Torna a farsi turbolento il clima in casa Atalanta (che vinto 1-0 a Marsiglia), dove dopo settimane di tensioni e risultati altalenanti scoppia un nuovo caso interno: protagonista Ademola Lookman, che nel corso della gara di campionato è stato protagonista di un acceso battibecco con l’allenatore Ivan Juric.
L’episodio si è verificato al momento della sostituzione dell’attaccante nigeriano con Musah: Lookman, visibilmente contrariato per il cambio, avrebbe pronunciato qualche parola di troppo all’indirizzo del tecnico, che non ha gradito e si è avvicinato strattonandolo leggermente, chiedendo spiegazioni. Un contatto breve, ma nervoso, che ha costretto alcuni membri della panchina a intervenire per evitare che la tensione degenerasse.
Il diverbio, però, non si è esaurito lì: al termine della partita Juric sarebbe tornato a parlare con Lookman, con toni ancora accesi, e poco dopo l’attaccante ha lasciato il campo dirigendosi direttamente verso gli spogliatoi, mentre i compagni festeggiavano sotto il settore ospiti. Le telecamere hanno immortalato tutta la scena, destinata a far discutere, anche alla luce dei precedenti di Lookman con alcuni allenatori e del momento non semplice della squadra.
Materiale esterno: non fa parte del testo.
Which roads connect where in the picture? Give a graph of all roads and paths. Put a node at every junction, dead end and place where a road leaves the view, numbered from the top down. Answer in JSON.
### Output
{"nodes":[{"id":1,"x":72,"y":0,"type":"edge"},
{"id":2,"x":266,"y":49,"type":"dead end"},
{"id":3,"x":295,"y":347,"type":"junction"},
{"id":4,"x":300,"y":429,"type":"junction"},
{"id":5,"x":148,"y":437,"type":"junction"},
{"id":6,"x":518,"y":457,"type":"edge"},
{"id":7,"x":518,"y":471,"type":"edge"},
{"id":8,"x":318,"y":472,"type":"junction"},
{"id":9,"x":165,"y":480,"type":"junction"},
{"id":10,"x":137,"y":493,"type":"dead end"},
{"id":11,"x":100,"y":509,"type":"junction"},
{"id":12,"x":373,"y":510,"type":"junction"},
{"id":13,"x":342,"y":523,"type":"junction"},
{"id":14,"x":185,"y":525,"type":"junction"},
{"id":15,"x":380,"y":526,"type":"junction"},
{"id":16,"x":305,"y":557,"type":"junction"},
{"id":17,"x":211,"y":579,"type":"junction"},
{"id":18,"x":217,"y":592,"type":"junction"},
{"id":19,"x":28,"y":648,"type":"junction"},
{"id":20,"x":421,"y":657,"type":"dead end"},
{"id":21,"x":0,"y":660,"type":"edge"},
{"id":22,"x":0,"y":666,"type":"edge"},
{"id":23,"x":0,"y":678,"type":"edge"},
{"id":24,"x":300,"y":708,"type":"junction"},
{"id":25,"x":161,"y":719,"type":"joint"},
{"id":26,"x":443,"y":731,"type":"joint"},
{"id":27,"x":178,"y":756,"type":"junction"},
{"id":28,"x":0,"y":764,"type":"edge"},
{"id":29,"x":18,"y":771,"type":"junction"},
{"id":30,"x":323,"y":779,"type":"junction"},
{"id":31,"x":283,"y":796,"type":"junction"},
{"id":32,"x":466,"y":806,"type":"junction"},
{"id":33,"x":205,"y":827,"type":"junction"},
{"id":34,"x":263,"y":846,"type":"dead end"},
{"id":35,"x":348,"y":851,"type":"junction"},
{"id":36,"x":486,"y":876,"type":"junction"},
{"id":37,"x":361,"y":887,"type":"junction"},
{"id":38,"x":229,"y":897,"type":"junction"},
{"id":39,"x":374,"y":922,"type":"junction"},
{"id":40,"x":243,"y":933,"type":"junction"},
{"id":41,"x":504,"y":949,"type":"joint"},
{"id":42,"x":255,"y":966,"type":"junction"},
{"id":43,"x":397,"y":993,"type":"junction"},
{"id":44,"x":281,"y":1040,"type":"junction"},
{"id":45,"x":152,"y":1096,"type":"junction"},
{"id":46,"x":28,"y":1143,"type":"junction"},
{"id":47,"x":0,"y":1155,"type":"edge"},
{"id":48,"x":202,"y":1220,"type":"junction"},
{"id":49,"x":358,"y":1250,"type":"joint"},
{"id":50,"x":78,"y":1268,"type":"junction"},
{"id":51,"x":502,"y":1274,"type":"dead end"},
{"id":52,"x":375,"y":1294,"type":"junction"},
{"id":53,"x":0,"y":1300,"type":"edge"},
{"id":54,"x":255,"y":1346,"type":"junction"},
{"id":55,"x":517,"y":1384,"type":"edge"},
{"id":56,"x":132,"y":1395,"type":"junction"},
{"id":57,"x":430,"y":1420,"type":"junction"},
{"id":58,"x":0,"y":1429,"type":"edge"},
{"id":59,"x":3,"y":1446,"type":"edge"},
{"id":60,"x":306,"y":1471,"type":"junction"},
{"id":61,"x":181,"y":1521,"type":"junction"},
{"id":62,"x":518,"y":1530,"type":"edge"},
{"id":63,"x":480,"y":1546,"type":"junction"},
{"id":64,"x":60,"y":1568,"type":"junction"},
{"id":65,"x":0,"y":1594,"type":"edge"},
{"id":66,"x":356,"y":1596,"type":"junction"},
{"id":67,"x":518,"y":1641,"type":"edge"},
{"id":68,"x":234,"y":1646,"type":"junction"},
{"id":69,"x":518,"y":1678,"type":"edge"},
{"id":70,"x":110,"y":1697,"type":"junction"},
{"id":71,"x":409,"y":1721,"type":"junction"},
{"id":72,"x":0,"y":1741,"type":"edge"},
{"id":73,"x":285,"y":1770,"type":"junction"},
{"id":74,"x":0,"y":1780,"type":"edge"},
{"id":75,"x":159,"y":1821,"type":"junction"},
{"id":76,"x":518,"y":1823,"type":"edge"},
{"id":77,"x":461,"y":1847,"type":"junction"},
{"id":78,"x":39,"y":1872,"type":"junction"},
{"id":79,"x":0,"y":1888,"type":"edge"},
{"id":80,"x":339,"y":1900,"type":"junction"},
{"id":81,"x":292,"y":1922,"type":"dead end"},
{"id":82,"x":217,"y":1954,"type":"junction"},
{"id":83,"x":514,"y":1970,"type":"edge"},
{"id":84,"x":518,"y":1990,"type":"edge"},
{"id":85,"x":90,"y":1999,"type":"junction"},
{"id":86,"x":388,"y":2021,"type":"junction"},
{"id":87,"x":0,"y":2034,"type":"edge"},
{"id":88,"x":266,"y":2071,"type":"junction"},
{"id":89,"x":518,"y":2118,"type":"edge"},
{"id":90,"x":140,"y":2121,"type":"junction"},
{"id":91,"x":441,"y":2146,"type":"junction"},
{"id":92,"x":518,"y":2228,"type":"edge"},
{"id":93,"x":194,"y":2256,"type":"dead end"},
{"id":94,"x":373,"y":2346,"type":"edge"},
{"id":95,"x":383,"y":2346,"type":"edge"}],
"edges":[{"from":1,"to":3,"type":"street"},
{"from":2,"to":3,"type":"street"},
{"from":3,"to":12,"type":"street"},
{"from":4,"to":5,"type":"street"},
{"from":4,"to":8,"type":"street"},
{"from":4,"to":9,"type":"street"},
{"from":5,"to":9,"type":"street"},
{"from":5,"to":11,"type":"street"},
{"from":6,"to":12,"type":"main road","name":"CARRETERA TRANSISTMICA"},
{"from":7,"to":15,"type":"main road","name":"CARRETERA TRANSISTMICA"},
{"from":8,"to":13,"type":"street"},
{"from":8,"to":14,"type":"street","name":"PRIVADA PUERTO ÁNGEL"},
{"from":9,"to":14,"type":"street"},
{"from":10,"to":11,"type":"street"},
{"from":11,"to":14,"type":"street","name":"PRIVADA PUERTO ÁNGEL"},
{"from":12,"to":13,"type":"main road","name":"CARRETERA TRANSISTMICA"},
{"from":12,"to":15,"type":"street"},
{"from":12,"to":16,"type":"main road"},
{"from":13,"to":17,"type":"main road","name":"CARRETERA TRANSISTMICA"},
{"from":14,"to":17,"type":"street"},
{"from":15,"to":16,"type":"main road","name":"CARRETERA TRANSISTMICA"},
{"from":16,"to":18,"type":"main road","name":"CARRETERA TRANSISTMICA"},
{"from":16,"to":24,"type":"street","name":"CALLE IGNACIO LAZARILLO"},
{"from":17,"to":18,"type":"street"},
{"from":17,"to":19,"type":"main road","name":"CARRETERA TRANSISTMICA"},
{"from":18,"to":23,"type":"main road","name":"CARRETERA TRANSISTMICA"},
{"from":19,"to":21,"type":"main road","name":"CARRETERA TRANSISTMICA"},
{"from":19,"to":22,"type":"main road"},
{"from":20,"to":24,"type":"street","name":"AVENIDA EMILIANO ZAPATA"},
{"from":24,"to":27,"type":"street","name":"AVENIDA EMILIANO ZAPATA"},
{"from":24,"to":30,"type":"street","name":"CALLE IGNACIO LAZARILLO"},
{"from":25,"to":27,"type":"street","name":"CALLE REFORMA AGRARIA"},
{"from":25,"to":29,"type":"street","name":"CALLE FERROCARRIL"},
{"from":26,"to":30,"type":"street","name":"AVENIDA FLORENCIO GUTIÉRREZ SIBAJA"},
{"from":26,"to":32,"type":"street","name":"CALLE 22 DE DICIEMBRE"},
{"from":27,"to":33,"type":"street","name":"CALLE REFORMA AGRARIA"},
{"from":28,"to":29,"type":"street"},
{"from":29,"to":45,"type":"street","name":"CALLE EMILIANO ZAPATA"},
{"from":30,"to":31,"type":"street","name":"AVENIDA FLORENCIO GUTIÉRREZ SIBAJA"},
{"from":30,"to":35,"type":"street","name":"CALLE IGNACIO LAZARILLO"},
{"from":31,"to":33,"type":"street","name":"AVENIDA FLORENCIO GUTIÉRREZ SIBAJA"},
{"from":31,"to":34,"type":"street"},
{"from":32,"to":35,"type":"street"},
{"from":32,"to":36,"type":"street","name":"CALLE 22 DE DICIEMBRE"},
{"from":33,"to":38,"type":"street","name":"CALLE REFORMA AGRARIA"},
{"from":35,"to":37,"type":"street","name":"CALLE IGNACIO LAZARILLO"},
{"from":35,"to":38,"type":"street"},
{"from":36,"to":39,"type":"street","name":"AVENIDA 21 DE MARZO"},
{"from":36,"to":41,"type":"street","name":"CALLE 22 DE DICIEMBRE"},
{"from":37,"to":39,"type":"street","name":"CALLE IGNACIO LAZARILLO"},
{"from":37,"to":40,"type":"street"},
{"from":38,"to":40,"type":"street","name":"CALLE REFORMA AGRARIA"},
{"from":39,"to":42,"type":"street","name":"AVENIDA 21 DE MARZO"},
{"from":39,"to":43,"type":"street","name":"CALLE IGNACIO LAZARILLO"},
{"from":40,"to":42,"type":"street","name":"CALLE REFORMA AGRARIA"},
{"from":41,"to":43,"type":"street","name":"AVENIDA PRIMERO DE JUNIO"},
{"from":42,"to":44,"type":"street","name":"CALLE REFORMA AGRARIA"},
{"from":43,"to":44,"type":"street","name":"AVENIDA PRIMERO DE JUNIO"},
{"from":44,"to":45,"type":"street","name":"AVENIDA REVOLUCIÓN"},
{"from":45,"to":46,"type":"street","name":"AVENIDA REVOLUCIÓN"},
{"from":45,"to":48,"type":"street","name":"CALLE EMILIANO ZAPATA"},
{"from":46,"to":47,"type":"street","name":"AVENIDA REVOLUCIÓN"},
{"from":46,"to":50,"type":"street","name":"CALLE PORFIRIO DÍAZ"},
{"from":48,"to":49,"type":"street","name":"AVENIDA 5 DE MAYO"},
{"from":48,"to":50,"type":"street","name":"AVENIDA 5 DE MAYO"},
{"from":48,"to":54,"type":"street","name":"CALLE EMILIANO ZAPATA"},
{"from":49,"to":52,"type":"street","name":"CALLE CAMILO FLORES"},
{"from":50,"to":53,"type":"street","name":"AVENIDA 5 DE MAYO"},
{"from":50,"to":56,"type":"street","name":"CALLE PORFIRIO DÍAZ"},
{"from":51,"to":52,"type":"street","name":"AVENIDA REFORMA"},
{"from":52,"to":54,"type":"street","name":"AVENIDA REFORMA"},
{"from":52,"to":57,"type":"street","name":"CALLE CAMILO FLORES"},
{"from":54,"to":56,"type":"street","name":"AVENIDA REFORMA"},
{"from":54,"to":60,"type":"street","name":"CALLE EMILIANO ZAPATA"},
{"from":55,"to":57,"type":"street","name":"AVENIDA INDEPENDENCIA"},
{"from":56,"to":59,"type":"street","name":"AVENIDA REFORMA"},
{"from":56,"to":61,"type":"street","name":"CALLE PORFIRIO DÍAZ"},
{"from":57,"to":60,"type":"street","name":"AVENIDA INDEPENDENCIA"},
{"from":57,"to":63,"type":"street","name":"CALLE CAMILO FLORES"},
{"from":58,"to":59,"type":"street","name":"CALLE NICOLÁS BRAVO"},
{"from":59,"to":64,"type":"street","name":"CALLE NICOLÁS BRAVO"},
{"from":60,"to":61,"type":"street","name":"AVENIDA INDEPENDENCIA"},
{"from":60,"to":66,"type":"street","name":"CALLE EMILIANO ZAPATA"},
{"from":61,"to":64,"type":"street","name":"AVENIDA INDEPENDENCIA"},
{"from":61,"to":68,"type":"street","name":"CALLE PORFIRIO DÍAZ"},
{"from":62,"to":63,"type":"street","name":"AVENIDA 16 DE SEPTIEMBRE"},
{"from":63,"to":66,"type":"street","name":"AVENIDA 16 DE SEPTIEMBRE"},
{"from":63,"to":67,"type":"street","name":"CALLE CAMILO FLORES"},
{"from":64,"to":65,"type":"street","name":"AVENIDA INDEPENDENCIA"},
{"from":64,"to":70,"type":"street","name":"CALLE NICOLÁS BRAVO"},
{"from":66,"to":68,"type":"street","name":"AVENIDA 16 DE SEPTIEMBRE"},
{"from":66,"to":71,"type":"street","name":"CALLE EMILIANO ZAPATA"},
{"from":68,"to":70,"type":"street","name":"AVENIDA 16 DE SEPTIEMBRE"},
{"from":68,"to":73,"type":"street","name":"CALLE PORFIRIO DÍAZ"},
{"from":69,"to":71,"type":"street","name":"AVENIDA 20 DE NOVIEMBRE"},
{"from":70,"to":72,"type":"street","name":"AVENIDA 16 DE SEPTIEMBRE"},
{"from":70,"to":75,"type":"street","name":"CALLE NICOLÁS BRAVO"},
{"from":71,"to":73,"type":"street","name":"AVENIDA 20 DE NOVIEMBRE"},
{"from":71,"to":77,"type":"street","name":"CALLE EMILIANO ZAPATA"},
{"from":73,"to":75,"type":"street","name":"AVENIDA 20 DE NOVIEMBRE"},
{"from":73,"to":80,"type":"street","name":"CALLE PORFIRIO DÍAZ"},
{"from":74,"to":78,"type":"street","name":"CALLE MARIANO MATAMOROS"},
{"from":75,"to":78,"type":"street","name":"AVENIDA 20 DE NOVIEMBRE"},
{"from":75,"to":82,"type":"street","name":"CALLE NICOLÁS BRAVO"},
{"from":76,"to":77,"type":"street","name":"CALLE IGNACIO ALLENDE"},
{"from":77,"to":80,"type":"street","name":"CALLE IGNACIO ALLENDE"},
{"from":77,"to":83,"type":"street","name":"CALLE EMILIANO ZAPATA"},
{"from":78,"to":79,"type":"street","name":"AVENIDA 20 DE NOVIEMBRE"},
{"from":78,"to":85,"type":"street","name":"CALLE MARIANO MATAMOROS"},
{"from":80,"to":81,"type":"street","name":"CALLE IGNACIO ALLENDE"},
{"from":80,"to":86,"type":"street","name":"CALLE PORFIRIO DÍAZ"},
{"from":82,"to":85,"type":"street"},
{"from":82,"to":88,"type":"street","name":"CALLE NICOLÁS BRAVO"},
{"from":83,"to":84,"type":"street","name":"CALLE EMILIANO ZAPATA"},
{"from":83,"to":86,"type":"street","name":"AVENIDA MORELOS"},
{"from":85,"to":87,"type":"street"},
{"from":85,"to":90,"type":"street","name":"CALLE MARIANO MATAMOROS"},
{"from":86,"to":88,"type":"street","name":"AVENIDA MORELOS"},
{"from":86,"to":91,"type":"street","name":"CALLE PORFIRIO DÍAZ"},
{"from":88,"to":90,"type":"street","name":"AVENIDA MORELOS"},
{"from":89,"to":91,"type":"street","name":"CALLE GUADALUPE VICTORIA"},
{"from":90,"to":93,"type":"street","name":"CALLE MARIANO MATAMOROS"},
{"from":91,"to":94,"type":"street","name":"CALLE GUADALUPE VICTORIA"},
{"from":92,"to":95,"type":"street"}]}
Il tecnico croato, la cui posizione sulla panchina resta già di per sé in bilico nonostante le rassicurazioni del presidente Percassi, ha minimizzato a fine gara l’accaduto, provando a chiudere subito il caso:
«Sono le solite cose che commentiamo ogni domenica – ha dichiarato a Sky Sport –. È successo anche altrove, come a Napoli con De Bruyne. I giocatori a volte non accettano il cambio, ci sono reazioni scomposte, ma finisce tutto nello spogliatoio. A caldo si esagera un po’, ma ciò che conta è l’Atalanta. Per il bene della squadra bisogna comportarsi bene, ma io capisco: passa tutto, l’importante è l’Atalanta».
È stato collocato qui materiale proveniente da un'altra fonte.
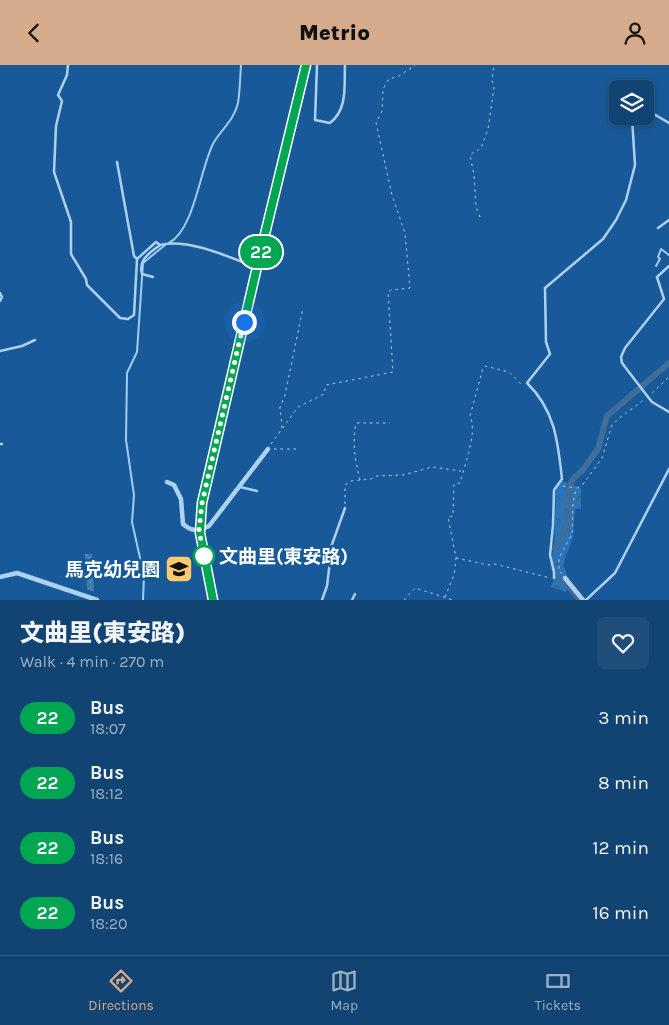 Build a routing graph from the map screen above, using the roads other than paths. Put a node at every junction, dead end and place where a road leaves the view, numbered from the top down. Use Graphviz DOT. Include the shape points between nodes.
graph roads {
  1 [pos="68,65"];
  2 [pos="306,65"];
  3 [pos="316,65"];
  4 [pos="346,65"];
  5 [pos="654,114"];
  6 [pos="669,123"];
  7 [pos="633,125"];
  8 [pos="117,162"];
  9 [pos="669,220"];
  10 [pos="658,228"];
  11 [pos="160,245"];
  12 [pos="137,259"];
  13 [pos="669,266"];
  14 [pos="257,267"];
  15 [pos="153,277"];
  16 [pos="0,293"];
  17 [pos="0,301"];
  18 [pos="35,340"];
  19 [pos="0,351"];
  20 [pos="669,412"];
  21 [pos="268,449"];
  22 [pos="669,469"];
  23 [pos="167,482"];
  24 [pos="238,487"];
  25 [pos="257,491"];
  26 [pos="345,508"];
  27 [pos="199,530"];
  28 [pos="0,577"];
  29 [pos="554,578"];
  30 [pos="566,578"];
  31 [pos="355,593"];
  32 [pos="97,600"];
  33 [pos="213,600"];
  34 [pos="322,600"];
  35 [pos="352,600"];
  36 [pos="584,600"];
  1 -- 12 [label="lane" via="58,95 62,101 56,126 54,172 71,222 71,254 87,285 120,319 134,315"];
  2 -- 14 [label="street"];
  3 -- 4 [label="lane" via="315,119 330,123 339,116 346,88"];
  5 -- 6 [label="lane"];
  7 -- 29 [label="lane" via="635,165 626,200 603,239 545,287 546,342 550,354 527,383 543,400 558,438 562,479 554,490 550,555"];
  8 -- 12 [label="lane"];
  9 -- 10 [label="lane"];
  11 -- 12 [label="lane" via="156,242"];
  11 -- 14 [label="lane" via="170,243 199,247"];
  11 -- 15 [label="lane" via="143,258 140,269 142,274"];
  13 -- 20 [label="lane" via="657,277 664,299 621,357 622,363 652,402"];
  14 -- 27 [label="street" via="202,503"];
  16 -- 17 [label="lane"];
  18 -- 19 [label="lane"];
  21 -- 24 [label="street"];
  22 -- 36 [label="lane" via="615,573"];
  23 -- 27 [label="street" via="174,485 181,499 183,524 189,529"];
  24 -- 25 [label="lane"];
  24 -- 27 [label="street" via="209,526"];
  26 -- 34 [label="lane" via="330,550 327,586"];
  27 -- 33 [label="street"];
  28 -- 32 [label="street" via="17,573"];
  30 -- 36 [label="street"];
  31 -- 35 [label="lane"];
}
A fare da paciere ci ha pensato Raoul Bellanova, che ha confermato la versione del suo allenatore:
«Tutto risolto nello spogliatoio. Siamo una famiglia, siamo come fratelli, i problemi tra noi sono l’ultima cosa. Quello che succede in campo nasce dall’adrenalina, ma finisce lì», ha spiegato il difensore.
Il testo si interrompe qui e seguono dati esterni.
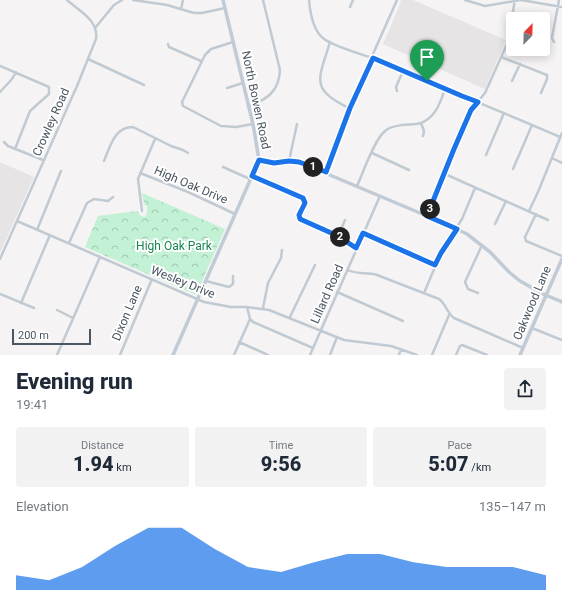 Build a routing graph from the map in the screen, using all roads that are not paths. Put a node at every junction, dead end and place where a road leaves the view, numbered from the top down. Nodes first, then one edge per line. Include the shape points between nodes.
1 (67, 0) edge
2 (122, 0) edge
3 (132, 0) edge
4 (183, 0) edge
5 (223, 0) edge
6 (263, 0) edge
7 (309, 0) edge
8 (353, 0) edge
9 (397, 0) edge
10 (465, 0) edge
11 (478, 0) edge
12 (515, 0) edge
13 (559, 0) edge
14 (70, 2) edge
15 (478, 4) junction
16 (560, 6) edge
17 (350, 7) dead end
18 (225, 8) junction
19 (181, 9) junction
20 (95, 28) junction
21 (233, 42) junction
22 (330, 42) junction
23 (554, 42) dead end
24 (168, 44) dead end
25 (501, 57) junction
26 (373, 58) junction
27 (88, 60) junction
28 (201, 61) junction
29 (520, 64) junction
30 (0, 66) edge
31 (403, 71) junction
32 (16, 72) junction
33 (512, 81) dead end
34 (243, 83) junction
35 (144, 85) dead end
36 (228, 88) dead end
37 (445, 89) junction
38 (397, 91) dead end
39 (0, 92) edge
40 (541, 93) dead end
41 (478, 102) junction
42 (248, 107) junction
43 (350, 108) junction
44 (504, 113) junction
45 (421, 123) junction
46 (253, 124) junction
47 (297, 124) dead end
48 (532, 125) junction
49 (562, 133) edge
50 (423, 136) dead end
51 (560, 137) junction
52 (155, 139) junction
53 (4, 142) dead end
54 (15, 149) junction
55 (188, 153) dead end
56 (372, 153) junction
57 (486, 155) dead end
58 (552, 158) junction
59 (43, 160) junction
60 (259, 160) junction
61 (289, 161) junction
62 (104, 162) dead end
63 (562, 162) edge
64 (223, 167) dead end
65 (513, 169) dead end
66 (409, 170) dead end
67 (62, 171) dead end
68 (326, 172) junction
69 (140, 173) junction
70 (445, 174) junction
71 (251, 178) junction
72 (357, 186) junction
73 (475, 188) junction
74 (380, 196) junction
75 (112, 197) dead end
76 (506, 201) junction
77 (142, 210) dead end
78 (529, 211) junction
79 (235, 214) junction
80 (536, 214) junction
81 (427, 216) junction
82 (345, 220) dead end
83 (548, 220) dead end
84 (17, 221) junction
85 (495, 224) dead end
86 (457, 229) junction
87 (36, 230) junction
88 (363, 233) junction
89 (50, 235) junction
90 (338, 236) junction
91 (69, 243) junction
92 (482, 245) junction
93 (356, 248) junction
94 (282, 250) dead end
95 (100, 257) junction
96 (562, 258) edge
97 (0, 259) edge
98 (315, 265) dead end
99 (435, 265) junction
100 (348, 270) junction
101 (233, 276) dead end
102 (152, 279) junction
103 (206, 281) junction
104 (337, 292) junction
105 (424, 293) junction
106 (478, 293) dead end
107 (0, 294) edge
108 (546, 296) junction
109 (198, 299) junction
110 (562, 302) edge
111 (21, 303) junction
112 (247, 307) junction
113 (34, 308) dead end
114 (263, 308) junction
115 (57, 310) dead end
116 (449, 315) junction
117 (290, 317) junction
118 (73, 318) junction
119 (250, 319) junction
120 (403, 321) dead end
121 (532, 328) junction
122 (320, 331) junction
123 (337, 338) junction
124 (562, 340) edge
125 (240, 342) junction
126 (313, 348) junction
127 (524, 348) junction
128 (401, 349) junction
129 (57, 355) edge
130 (120, 355) edge
131 (173, 355) edge
132 (234, 355) edge
133 (268, 355) edge
134 (310, 355) edge
135 (330, 355) edge
136 (399, 355) edge
137 (417, 355) edge
138 (432, 355) edge
139 (456, 355) edge
140 (487, 355) edge
141 (520, 355) edge

1 - 14 street
2 - 20 street via 114,5
3 - 19 street
4 - 19 street
5 - 18 street, North Bowen Road
6 - 42 street via 280,76 268,96
7 - 22 street via 317,30
8 - 17 street
9 - 26 street
10 - 15 street
11 - 15 street
12 - 15 street via 486,6
12 - 16 street
12 - 25 street via 509,37
13 - 16 street
14 - 20 street via 89,18
16 - 23 street via 552,38
18 - 19 street via 202,14
18 - 21 street, North Bowen Road
20 - 27 street, Crowley Road via 96,38
21 - 28 street via 211,49
21 - 34 street, North Bowen Road
22 - 26 street
22 - 43 street via 320,83 332,99
24 - 28 street via 169,47
25 - 29 street
25 - 41 street via 485,93
26 - 31 street
26 - 43 street
27 - 35 street
27 - 59 street, Crowley Road
28 - 46 street via 182,102 184,106 221,126
29 - 33 street
29 - 40 street via 547,75
30 - 32 street
31 - 37 street
31 - 38 street via 396,87
32 - 39 street
32 - 54 street via 49,88 49,94 30,111
34 - 36 street
34 - 42 street, North Bowen Road
37 - 41 street
37 - 45 street via 437,109
41 - 44 street
41 - 70 street via 471,110
42 - 46 street, North Bowen Road
43 - 68 street
44 - 48 street
44 - 57 street
45 - 50 street
45 - 56 street via 395,126 386,130 378,139
46 - 60 street, North Bowen Road
47 - 61 street
48 - 51 street
48 - 65 street
49 - 51 street
51 - 58 street
52 - 55 street
52 - 62 street via 133,127 123,128 115,136
52 - 69 street
53 - 54 street
54 - 59 street
56 - 66 street
56 - 72 street
58 - 63 street
58 - 78 street
59 - 84 street, Crowley Road
60 - 61 street via 274,163
60 - 71 street, North Bowen Road
61 - 68 street
64 - 71 street
67 - 87 street
68 - 72 street
69 - 77 street via 138,183
69 - 79 street, High Oak Drive
70 - 73 street
70 - 81 street
71 - 79 street, North Bowen Road
71 - 90 street via 303,198 305,203 299,215 300,219
72 - 74 street
73 - 76 street
73 - 86 street
74 - 81 street
74 - 88 street, Lillard Road
75 - 91 street via 108,201 94,199 87,202
76 - 78 street
76 - 85 street
78 - 80 street
79 - 103 street, North Bowen Road
80 - 83 street
80 - 96 street via 525,237 526,241
81 - 86 street
82 - 90 street
84 - 87 street, Wesley Drive
84 - 97 street, Crowley Road
86 - 92 street
86 - 99 street
87 - 89 street, Wesley Drive
88 - 93 street, Lillard Road
88 - 99 street
89 - 91 street, Wesley Drive
89 - 111 street
90 - 93 street
91 - 95 street, Wesley Drive
92 - 106 street via 465,282 468,289
92 - 108 street via 519,280
93 - 100 street, Lillard Road
94 - 114 street via 281,258 268,283
95 - 102 street, Wesley Drive
95 - 118 street
96 - 108 street, Oakwood Lane
98 - 117 street
99 - 105 street
100 - 104 street, Lillard Road
100 - 105 street via 358,274 377,275
101 - 103 street via 233,284 230,287
102 - 109 street, Wesley Drive
102 - 130 street, Dixon Lane
103 - 109 street, North Bowen Road
104 - 120 street
104 - 122 street, Lillard Road
105 - 116 street via 442,301
107 - 111 street
108 - 110 street
108 - 121 street, Oakwood Lane
109 - 112 street, Wesley Drive via 224,306
109 - 131 street, North Bowen Road
111 - 113 street
112 - 114 street, Wesley Drive
112 - 119 street
114 - 117 street, Wesley Drive
115 - 118 street
116 - 127 street
116 - 138 street
117 - 122 street, Wesley Drive
118 - 129 street
119 - 125 street
119 - 126 street
121 - 124 street
121 - 127 street, Oakwood Lane
122 - 123 street, Wesley Drive
122 - 126 street, Lillard Road
123 - 128 street, Wesley Drive
123 - 135 street
125 - 132 street
125 - 133 street
126 - 134 street, Lillard Road
127 - 141 street, Oakwood Lane
128 - 136 street
128 - 137 street, Wesley Drive
139 - 140 street via 462,345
Resta il fatto che l’episodio riaccende i riflettori su un’Atalanta che, dopo un’estate complessa e un avvio di stagione non all’altezza delle aspettative, sembra vivere un momento di frizioni interne. E se Juric continua a parlare di “normali dinamiche di gruppo”, le crepe tra tecnico e spogliatoio iniziano a farsi più evidenti.